Vor Gazprom gab es indes keinen Schutz mehr. Wenn Gazprom Gasfelder übernehmen wollte, rief es die Behörden zu Hilfe. So kam der Konzern Shell 2006 um die größte Auslandsinvestition in Russland und musste seine Mehrheit am Flüssiggasprojekt Sachalin-2 an Gazprom abtreten. In einem ähnlichen Fall, dem sibirischen Gasfeld Kovykta, sucht der Lizenzinhaber TNK-BP Schutz in der Insolvenz seiner dortigen Betreiberfirma und versteigert das Gasfeld nun im Februar. Die Unternehmerfreundlichkeit – Russland ist im Weltbank-Ranking auf Platz123 von 183 Ländern abgesackt – zu heben, gilt seit der Finanzkrise als Credo.
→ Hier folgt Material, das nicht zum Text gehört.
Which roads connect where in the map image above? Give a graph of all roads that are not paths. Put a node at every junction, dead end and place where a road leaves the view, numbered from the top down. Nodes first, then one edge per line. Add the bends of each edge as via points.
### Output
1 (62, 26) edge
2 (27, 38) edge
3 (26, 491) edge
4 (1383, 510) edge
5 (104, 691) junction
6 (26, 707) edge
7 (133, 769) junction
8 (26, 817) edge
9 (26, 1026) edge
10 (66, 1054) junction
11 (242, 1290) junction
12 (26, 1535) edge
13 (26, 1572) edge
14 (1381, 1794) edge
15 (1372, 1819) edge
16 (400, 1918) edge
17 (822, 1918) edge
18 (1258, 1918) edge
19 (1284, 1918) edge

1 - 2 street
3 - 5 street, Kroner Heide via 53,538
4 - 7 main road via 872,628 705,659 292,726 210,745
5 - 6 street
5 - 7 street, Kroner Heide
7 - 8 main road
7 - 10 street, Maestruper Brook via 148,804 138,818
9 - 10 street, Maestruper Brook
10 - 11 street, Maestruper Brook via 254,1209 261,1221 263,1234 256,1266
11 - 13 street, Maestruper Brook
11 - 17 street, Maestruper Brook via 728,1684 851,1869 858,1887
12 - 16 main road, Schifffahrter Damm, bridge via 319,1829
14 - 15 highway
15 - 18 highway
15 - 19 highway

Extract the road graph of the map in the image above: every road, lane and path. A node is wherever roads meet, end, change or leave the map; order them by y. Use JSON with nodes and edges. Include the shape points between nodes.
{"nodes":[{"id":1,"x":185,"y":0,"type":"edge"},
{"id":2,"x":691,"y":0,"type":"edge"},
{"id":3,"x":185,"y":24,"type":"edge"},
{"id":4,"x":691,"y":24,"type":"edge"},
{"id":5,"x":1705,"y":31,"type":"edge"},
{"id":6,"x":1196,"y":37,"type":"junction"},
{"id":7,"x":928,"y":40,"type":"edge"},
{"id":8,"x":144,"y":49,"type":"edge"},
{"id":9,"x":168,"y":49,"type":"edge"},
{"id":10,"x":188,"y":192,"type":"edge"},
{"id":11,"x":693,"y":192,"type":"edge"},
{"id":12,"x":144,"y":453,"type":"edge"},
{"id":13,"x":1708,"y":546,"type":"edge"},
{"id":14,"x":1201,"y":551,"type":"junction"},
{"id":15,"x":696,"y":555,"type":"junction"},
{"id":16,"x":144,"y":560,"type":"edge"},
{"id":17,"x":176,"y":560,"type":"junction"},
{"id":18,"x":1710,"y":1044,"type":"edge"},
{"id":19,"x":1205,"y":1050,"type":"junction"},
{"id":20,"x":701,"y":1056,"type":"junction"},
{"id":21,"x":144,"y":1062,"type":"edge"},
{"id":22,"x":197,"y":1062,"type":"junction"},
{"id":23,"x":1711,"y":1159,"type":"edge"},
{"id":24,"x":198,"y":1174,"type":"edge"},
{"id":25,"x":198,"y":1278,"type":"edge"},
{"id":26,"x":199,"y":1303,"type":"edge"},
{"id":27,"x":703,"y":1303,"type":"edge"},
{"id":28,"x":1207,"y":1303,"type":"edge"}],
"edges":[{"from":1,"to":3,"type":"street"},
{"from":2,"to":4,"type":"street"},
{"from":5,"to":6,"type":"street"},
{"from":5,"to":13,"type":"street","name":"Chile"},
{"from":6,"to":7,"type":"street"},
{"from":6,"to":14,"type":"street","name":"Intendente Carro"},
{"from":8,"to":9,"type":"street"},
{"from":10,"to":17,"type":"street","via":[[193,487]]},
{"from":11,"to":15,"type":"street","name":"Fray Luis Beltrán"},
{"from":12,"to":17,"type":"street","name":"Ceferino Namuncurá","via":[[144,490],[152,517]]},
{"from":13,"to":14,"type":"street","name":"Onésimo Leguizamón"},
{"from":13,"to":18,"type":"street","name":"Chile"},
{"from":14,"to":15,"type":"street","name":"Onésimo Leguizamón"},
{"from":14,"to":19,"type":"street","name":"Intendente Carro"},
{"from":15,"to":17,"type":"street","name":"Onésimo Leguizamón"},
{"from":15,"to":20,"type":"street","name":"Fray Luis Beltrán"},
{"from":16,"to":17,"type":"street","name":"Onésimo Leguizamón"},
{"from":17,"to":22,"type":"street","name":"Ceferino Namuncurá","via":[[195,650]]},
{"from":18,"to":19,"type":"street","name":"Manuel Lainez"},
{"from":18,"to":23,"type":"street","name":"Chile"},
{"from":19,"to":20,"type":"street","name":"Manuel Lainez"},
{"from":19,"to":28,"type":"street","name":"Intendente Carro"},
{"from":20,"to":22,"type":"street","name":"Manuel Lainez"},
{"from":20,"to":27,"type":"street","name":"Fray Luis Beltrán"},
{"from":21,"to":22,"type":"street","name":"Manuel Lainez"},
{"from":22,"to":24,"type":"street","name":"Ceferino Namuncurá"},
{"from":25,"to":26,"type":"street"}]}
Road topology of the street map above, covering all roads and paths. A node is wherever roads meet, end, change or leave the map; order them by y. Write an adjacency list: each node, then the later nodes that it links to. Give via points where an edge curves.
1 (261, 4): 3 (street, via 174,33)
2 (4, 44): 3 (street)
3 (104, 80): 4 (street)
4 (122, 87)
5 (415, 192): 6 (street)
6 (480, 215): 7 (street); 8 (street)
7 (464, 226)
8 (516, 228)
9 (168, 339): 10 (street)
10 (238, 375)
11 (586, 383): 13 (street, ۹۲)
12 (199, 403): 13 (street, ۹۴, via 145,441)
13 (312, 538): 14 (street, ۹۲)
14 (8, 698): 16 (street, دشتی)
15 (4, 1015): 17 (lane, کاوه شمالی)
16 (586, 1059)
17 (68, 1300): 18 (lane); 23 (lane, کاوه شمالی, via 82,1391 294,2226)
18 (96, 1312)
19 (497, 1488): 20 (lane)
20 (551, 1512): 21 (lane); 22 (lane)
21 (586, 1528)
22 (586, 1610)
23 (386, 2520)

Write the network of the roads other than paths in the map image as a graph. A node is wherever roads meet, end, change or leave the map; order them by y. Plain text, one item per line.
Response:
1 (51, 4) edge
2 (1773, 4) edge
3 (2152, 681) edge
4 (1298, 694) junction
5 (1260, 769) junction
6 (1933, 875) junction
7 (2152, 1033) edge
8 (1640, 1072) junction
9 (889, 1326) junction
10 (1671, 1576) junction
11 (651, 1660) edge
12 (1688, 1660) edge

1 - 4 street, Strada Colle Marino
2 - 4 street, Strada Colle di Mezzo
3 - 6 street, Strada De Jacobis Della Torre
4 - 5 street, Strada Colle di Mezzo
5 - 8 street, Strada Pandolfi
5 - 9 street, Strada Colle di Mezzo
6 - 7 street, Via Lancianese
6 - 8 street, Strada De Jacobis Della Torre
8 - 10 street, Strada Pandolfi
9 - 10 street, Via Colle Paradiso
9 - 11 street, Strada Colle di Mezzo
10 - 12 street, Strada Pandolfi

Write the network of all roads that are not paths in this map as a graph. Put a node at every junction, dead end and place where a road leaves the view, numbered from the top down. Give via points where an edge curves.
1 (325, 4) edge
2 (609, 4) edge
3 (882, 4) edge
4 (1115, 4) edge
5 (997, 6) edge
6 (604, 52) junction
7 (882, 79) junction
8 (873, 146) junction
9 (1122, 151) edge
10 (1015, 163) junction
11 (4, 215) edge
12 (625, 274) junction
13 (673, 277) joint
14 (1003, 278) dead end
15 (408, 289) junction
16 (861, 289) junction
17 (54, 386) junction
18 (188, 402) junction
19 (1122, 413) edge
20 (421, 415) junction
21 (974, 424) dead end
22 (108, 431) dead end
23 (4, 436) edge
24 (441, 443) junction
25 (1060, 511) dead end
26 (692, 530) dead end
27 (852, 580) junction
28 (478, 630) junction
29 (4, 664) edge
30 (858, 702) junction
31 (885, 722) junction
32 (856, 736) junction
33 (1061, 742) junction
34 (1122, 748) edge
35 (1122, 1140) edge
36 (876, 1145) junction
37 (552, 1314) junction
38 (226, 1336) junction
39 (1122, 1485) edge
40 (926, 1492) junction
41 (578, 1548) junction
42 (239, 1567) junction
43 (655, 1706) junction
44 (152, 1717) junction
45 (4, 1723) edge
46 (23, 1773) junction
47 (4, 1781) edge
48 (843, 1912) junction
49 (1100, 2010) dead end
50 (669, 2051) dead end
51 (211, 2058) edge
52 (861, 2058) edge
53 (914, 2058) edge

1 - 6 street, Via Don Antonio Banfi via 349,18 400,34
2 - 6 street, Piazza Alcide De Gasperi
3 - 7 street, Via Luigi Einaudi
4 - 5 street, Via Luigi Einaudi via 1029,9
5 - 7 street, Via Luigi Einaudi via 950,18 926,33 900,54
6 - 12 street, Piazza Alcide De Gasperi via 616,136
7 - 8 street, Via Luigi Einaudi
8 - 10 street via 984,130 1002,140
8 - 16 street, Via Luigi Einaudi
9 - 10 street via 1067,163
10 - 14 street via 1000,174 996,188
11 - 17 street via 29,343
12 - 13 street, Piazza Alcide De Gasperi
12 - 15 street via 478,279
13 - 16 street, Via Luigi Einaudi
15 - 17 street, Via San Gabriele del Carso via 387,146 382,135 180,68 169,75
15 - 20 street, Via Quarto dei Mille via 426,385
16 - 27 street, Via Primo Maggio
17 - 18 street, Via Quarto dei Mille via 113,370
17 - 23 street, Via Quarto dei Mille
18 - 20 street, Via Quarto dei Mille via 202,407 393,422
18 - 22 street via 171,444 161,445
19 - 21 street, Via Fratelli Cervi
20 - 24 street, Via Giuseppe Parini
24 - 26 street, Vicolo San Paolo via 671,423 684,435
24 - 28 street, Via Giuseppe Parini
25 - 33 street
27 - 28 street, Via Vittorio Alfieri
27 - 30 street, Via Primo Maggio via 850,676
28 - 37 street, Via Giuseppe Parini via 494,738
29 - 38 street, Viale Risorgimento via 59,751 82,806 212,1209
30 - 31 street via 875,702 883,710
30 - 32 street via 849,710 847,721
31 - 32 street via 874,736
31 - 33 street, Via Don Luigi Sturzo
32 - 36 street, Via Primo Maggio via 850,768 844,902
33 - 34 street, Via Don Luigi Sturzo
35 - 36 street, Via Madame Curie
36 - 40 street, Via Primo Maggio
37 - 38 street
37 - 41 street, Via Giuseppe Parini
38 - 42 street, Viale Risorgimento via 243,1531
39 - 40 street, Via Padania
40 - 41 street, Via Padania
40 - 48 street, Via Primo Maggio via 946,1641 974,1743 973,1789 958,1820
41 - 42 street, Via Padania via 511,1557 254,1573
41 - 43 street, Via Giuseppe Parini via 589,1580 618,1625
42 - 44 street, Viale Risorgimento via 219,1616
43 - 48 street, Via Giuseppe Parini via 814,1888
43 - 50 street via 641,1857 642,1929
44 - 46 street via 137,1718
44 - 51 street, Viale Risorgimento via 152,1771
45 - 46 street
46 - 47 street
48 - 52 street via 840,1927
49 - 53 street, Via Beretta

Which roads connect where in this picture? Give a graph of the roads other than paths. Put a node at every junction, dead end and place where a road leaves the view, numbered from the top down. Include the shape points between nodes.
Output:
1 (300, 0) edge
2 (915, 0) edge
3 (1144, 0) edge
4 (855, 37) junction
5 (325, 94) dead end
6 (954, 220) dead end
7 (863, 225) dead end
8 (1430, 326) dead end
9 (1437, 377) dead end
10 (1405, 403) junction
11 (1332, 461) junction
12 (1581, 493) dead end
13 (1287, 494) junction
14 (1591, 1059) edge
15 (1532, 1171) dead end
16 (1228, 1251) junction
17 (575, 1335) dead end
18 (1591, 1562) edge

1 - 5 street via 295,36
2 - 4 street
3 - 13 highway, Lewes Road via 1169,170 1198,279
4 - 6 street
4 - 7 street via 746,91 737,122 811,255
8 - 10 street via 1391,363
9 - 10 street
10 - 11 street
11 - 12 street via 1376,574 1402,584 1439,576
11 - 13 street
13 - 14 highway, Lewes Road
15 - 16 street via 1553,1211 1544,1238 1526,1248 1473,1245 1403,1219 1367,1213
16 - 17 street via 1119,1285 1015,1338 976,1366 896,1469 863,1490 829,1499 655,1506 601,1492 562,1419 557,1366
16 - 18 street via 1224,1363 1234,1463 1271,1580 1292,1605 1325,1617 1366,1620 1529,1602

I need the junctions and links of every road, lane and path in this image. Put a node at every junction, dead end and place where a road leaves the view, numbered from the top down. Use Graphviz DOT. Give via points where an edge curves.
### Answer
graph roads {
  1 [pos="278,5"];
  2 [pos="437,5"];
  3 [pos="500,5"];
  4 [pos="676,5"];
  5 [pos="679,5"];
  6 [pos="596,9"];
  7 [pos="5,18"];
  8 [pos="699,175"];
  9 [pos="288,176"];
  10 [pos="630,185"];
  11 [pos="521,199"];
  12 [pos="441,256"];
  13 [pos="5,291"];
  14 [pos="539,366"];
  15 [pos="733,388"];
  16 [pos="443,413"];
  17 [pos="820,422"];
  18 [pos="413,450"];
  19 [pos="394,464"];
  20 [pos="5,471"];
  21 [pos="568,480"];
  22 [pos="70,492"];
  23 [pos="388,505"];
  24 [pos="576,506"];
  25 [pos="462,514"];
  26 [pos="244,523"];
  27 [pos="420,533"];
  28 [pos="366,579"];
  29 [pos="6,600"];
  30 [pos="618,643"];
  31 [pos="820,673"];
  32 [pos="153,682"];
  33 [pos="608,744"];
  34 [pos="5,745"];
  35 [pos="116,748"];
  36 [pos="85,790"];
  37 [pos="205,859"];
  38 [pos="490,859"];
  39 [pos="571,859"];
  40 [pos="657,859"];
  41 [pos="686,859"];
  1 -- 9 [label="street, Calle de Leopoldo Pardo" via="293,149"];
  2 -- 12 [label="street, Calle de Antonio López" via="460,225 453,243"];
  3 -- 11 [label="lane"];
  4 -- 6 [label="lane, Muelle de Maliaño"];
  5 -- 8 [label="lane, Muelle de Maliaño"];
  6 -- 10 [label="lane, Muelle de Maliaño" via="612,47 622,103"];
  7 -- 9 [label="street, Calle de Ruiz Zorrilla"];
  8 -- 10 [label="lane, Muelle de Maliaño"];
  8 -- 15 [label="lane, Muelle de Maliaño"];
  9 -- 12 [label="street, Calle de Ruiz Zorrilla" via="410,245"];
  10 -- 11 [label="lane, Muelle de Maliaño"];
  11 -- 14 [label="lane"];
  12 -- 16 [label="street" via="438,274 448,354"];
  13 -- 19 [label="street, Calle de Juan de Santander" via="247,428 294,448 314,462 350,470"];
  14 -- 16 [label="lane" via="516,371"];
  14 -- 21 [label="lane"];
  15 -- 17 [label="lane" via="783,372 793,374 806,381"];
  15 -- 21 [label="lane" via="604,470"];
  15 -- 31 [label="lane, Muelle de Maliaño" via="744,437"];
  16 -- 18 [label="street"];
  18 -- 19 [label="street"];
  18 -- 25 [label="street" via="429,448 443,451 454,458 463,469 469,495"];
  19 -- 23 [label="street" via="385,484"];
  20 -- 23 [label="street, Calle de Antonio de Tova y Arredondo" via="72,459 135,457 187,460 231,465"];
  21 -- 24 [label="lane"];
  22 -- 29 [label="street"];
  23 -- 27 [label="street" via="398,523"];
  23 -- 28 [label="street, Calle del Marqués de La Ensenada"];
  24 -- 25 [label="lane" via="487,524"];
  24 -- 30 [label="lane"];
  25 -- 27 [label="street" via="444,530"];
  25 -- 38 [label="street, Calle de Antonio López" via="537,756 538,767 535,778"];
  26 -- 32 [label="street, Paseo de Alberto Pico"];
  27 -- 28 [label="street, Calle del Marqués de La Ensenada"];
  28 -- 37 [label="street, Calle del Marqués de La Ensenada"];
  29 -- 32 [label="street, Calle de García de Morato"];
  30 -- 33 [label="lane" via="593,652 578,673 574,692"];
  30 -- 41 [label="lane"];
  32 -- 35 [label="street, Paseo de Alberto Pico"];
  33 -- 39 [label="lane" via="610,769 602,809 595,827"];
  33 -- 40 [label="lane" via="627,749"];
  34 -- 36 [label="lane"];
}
Suche nach Wachstumsmotoren

Russlands Wirtschaft braucht neue Wachstumsmotoren. 2010 ist sie nur mit 3,8Prozent gestiegen. Dazu kam ein unerwartet hoher Netto-Kapitalabfluss von 38,3 Mrd. Dollar. Manches erklärt sich mit der Abzahlung von Auslandsschulden. Viele Unternehmer hätten es aber auch vorgezogen, im Ausland zu investieren, sagt der Analyst Alexej Moissev. Das zeigt auch die Dynamik der ausländischen Direktinvestitionen: Demnach bleibt Russland mit einem Zuwachs von 2,5Prozent 2010 auf insgesamt 39,7 Mrd. Dollar laut UNO-Statistik (UNCTAD) deutlich unter dem Schnitt der Schwellenländer (plus 9,7Prozent).

Auf einen Blick

Ausländische Konzerne investieren plötzlich wieder in Russland. So kaufte etwa ein US-Fonds soeben ein Fünftel des russischen Antivirenspezialisten Kaspersky.

Frühere Fälle mangelnder Rechtssicherheit scheinen die Investoren vergessen zu haben – auch den Fall Chodorkowski.